*EXERCISE REQUIREMENTS*
Which lines in the data contain the word "roads"? Please copy each of them.
RECORDS SHOWN section start
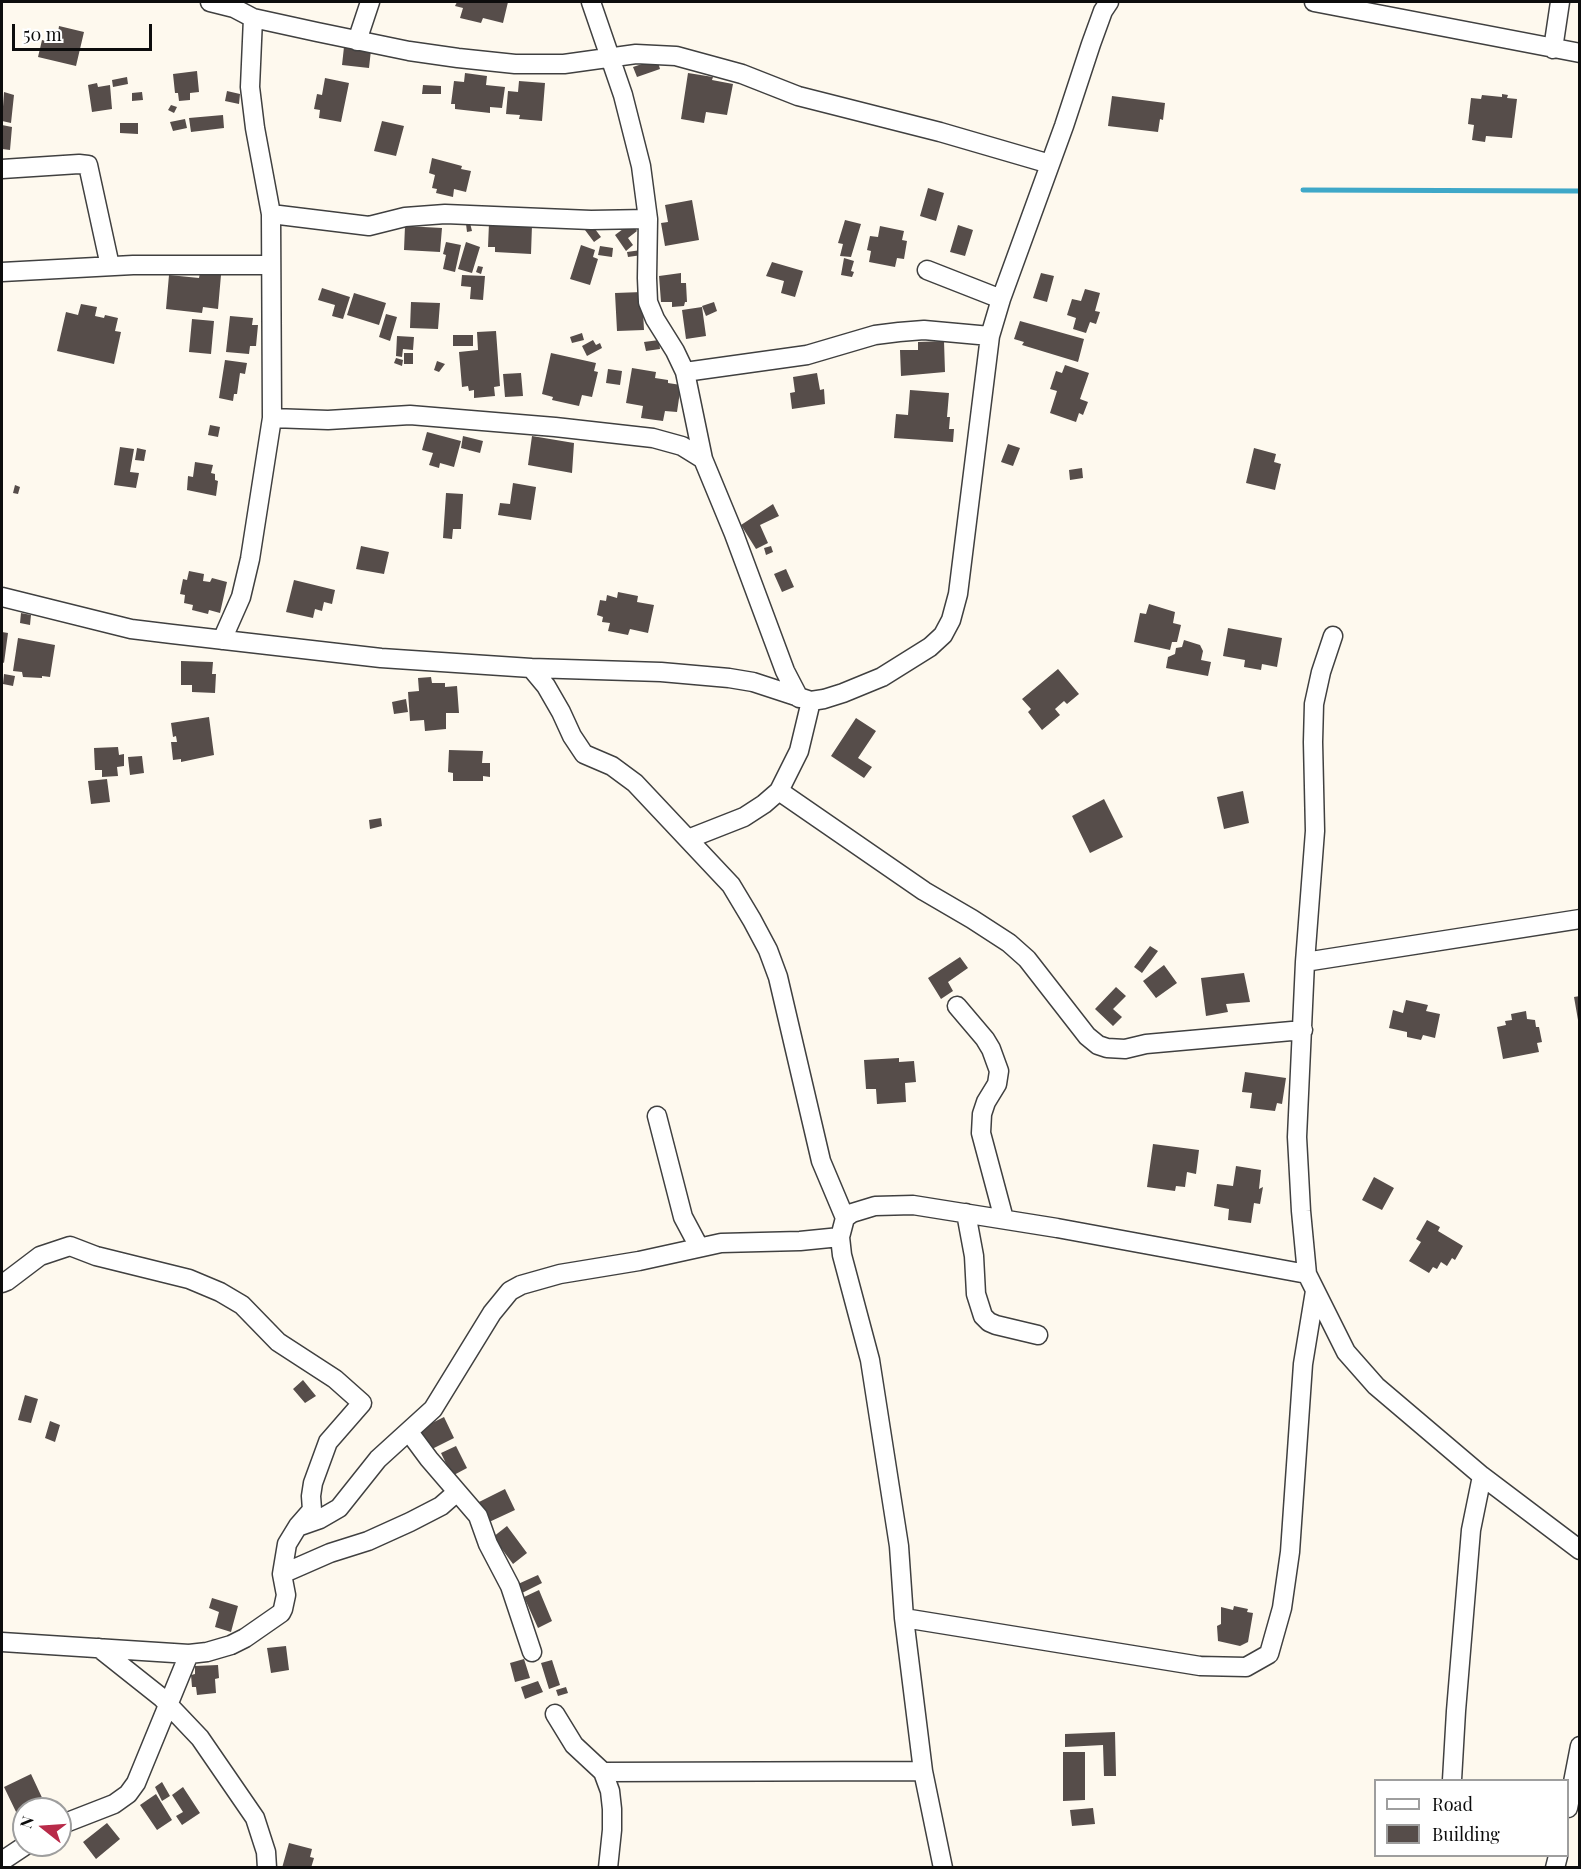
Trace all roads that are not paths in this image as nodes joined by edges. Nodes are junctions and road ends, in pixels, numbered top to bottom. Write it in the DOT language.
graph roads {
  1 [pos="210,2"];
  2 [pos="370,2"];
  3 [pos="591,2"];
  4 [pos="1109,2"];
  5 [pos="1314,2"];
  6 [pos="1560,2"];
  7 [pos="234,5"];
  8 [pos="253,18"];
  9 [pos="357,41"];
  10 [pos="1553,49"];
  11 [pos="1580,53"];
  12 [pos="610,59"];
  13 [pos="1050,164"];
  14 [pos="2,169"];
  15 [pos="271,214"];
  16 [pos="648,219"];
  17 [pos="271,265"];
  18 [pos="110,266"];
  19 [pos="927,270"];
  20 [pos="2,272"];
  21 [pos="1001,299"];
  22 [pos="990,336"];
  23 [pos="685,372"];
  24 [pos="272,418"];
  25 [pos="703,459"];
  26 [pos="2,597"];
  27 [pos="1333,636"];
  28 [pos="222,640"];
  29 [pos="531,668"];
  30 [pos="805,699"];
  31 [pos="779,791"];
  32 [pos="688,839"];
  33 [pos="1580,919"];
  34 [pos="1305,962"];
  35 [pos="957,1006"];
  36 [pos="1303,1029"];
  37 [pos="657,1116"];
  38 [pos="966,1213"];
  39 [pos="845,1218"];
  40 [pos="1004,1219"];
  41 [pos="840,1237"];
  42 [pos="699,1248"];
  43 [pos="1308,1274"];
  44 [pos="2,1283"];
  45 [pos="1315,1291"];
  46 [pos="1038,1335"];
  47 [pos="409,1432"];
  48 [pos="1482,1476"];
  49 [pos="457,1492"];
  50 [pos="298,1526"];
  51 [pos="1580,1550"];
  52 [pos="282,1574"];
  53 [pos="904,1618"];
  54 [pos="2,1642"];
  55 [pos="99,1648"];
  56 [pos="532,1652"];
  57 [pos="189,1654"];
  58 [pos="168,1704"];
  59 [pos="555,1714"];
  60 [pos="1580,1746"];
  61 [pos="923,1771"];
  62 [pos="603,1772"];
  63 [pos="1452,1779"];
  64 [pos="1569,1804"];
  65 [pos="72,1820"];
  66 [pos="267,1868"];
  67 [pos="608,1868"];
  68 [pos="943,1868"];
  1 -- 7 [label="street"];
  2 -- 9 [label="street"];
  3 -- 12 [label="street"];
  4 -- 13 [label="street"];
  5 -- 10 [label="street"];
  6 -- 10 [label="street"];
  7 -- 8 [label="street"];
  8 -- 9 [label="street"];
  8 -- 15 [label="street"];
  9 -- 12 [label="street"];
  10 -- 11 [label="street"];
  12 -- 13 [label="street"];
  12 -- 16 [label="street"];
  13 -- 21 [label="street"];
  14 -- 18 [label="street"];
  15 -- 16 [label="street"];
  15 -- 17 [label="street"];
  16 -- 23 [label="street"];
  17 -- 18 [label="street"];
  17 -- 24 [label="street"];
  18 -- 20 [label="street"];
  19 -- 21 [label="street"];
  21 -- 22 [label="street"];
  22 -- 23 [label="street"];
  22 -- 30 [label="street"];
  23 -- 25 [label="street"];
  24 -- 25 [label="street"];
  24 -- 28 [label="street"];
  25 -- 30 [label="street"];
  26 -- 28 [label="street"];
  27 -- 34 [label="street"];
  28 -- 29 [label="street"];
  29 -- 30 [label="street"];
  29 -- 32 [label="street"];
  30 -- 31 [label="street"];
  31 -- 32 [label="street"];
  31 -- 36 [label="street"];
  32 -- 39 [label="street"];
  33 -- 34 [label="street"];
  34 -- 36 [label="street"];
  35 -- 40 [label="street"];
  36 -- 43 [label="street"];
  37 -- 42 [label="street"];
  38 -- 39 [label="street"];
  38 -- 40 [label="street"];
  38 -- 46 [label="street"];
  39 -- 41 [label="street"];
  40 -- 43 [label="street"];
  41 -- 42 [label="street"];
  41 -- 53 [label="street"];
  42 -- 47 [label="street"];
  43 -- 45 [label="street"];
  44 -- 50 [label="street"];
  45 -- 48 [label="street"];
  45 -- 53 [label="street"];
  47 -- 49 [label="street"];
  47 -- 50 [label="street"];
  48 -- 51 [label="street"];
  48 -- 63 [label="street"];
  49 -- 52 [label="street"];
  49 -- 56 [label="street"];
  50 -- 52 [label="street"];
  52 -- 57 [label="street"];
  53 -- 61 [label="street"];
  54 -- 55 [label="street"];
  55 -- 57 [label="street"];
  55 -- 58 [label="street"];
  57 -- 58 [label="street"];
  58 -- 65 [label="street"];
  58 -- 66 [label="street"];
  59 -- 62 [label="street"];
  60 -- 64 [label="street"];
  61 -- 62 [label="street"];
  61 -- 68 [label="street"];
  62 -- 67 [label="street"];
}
RECORDS SHOWN section end
*EXERCISE OUTPUT*
Trace all roads that are not paths in this image as nodes joined by edges. Nodes are junctions and road ends, in pixels, numbered top to bottom. Write it in the DOT language.
graph roads {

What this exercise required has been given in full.